Skin cancer is one of the most commonly diagnosed cancers worldwide and can be easily detected with a visual exam. If found early, 99% of all skin cancers are curable.

Skin cancer doesn’t discriminate, and everyone is at risk, no matter your skin color or race. However, you are at greater risk if you’re lighter-complected and have a family history of skin cancer. The tips I have outlined below can help reduce your risk of developing skin cancer. 

Tip #1 Get checked

Get checked! Find a local Dermatologist who can perform a skin cancer screening. Exams are typically covered by insurance and take about 10-15 min. If you have a family history or have been diagnosed with skin cancer in the past, your dermatologist may recommend you have an exam twice a year. Melanoma is the deadliest form of skin cancer, and there’s a substantial genetic component. If you have a family history of Melanoma, book a skin exam right away. 

Tip #2 Apply sunscreen

Apply sunscreen to reduce exposure to UV Rays: apply a broad-spectrum, water-resistant sunscreen with an SPF of 30 or higher. Re-apply every 2 hours, especially if you’re sweating or swimming.

Tip #3 Wear protective clothing

Applying the SPF application alone is not enough. Today, the sun is stronger than ever. If you’re outside during peak sun hours, ensure you have protective gear on for an extra layer of protection.

Tip #4 Wear a hat and sunglasses

Skin cancer commonly develops in the scalp and ears. These areas are exposed to direct sun and are typically missed when applying SPF. Always wear a hat, especially when shade isn’t available. UVA and UVB sun can damage your eyes, creating short and long-term damage. Sunglasses are essential. 

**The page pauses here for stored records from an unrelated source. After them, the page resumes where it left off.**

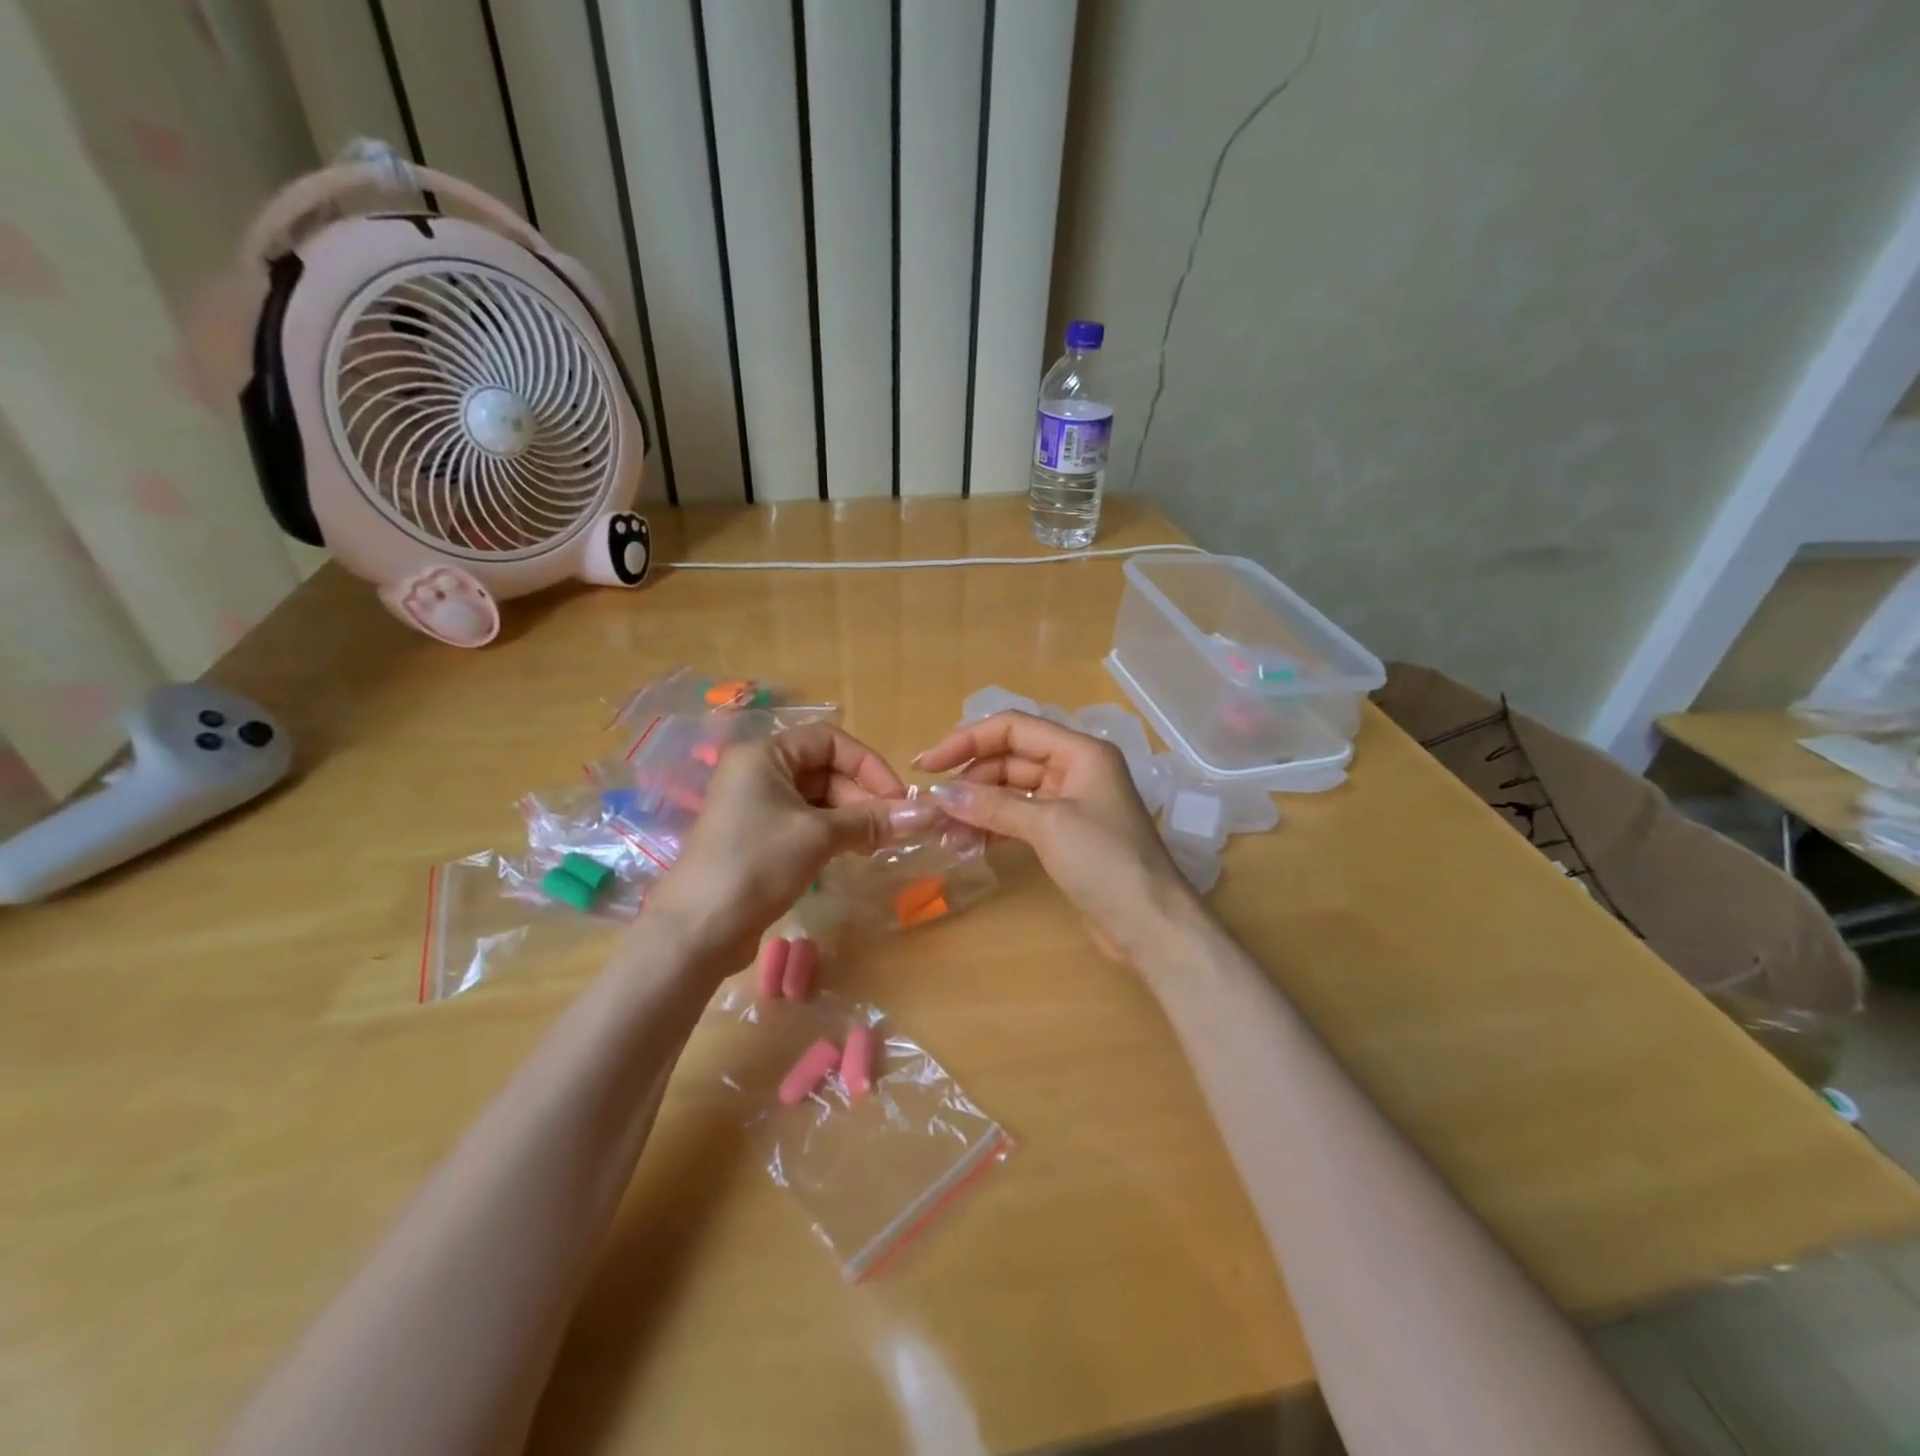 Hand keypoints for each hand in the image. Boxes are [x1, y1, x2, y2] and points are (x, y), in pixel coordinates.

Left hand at [639, 722, 935, 973]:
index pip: (830, 740)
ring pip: (817, 799)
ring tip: (876, 845)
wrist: (698, 930)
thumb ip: (872, 820)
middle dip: (862, 796)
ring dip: (851, 817)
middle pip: (825, 769)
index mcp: (765, 755)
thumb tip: (928, 814)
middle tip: (890, 830)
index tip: (897, 799)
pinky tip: (852, 853)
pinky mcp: (758, 837)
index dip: (868, 764)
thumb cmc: (757, 864)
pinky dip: (832, 833)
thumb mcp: (819, 836)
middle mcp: (758, 772)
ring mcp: (756, 806)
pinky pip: (805, 822)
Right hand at [915, 711, 1197, 962]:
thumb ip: (993, 805)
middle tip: (932, 804)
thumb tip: (939, 795)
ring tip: (943, 830)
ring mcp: (1070, 802)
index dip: (966, 740)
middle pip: (1010, 758)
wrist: (1150, 923)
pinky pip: (1019, 817)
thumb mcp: (1048, 825)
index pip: (1013, 728)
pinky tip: (967, 842)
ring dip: (977, 805)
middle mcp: (1075, 768)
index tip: (927, 765)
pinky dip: (993, 826)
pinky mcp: (1064, 834)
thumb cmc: (1105, 861)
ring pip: (1012, 790)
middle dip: (970, 778)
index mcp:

Tip #5 Avoid peak sun hours

Limit sun exposure during peak hours! The sun is strongest from 10 AM – 4 PM. Don’t be fooled. Even when the weather is overcast, you are at risk to severe sunburn. 

Skin cancer is prevalent today because the ozone layer is deteriorating. The earth’s ozone layer shields us from harmful ultraviolet radiation. A diminished ozone layer allows more UV radiation to reach the earth’s surface, which causes an increased rate of skin cancer and other health issues for humans.  Consider incorporating a skin cancer screening into your health plan, like an annual physical and eye exam. Getting checked out is essential and can save your life. 

May is skin cancer awareness month. Spread the word!